Directions for this task = Return all lines from the listing below in which "index" appears.

Data =

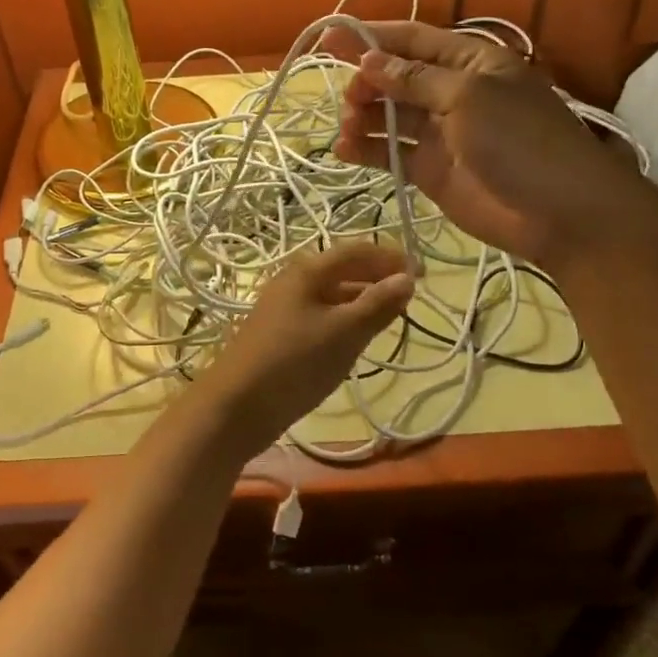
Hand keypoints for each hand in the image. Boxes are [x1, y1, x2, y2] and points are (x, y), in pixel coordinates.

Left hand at [201, 242, 413, 456]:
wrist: (236, 406)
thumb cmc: (294, 362)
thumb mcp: (344, 333)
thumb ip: (377, 305)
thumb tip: (407, 278)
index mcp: (308, 270)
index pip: (357, 250)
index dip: (390, 258)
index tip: (422, 274)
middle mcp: (294, 280)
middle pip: (343, 269)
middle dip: (377, 278)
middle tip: (409, 298)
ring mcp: (284, 307)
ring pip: (332, 294)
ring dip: (362, 300)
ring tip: (390, 317)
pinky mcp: (280, 333)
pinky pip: (320, 314)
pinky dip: (344, 319)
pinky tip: (356, 338)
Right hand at [329, 22, 657, 270]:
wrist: (560, 213)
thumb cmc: (520, 141)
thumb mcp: (469, 97)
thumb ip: (415, 79)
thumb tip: (370, 60)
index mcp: (470, 62)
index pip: (413, 40)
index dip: (371, 38)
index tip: (329, 40)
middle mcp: (452, 92)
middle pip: (397, 78)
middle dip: (366, 82)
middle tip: (348, 99)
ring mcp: (441, 133)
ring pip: (390, 116)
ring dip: (363, 117)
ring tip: (346, 127)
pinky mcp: (432, 170)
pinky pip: (391, 153)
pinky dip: (367, 150)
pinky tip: (344, 151)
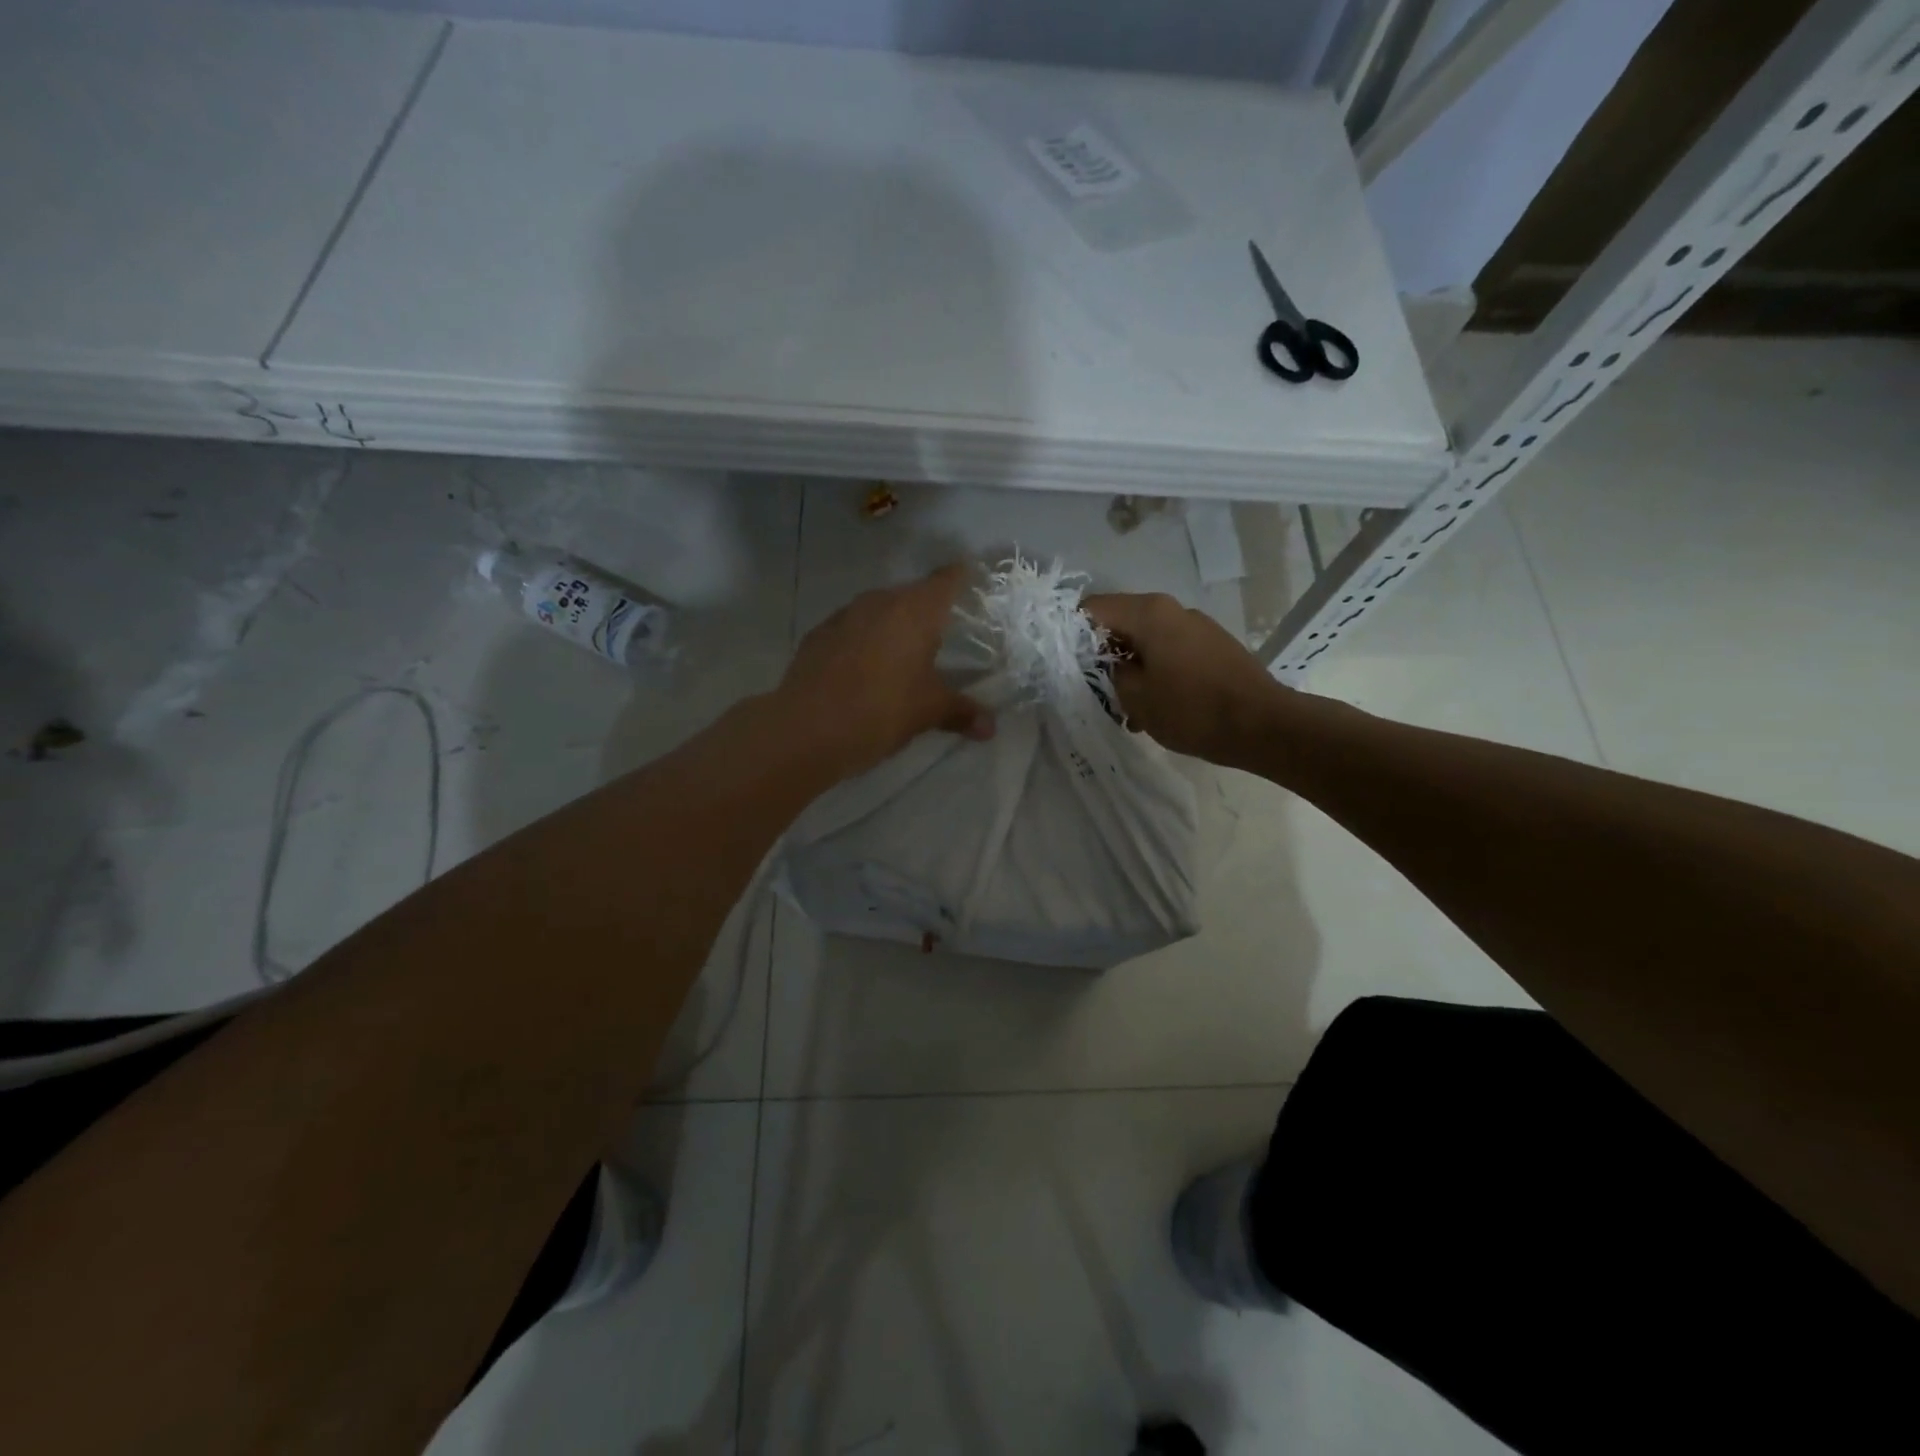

Answer to the exercise =
index mcp: (308, 270)
index pip: (357, 250)
index dip: (390, 258)
index tip: (422, 274)
index mcp: (470, 62)
index pip: (413, 40)
index dip: (371, 38)
index tip: (329, 40)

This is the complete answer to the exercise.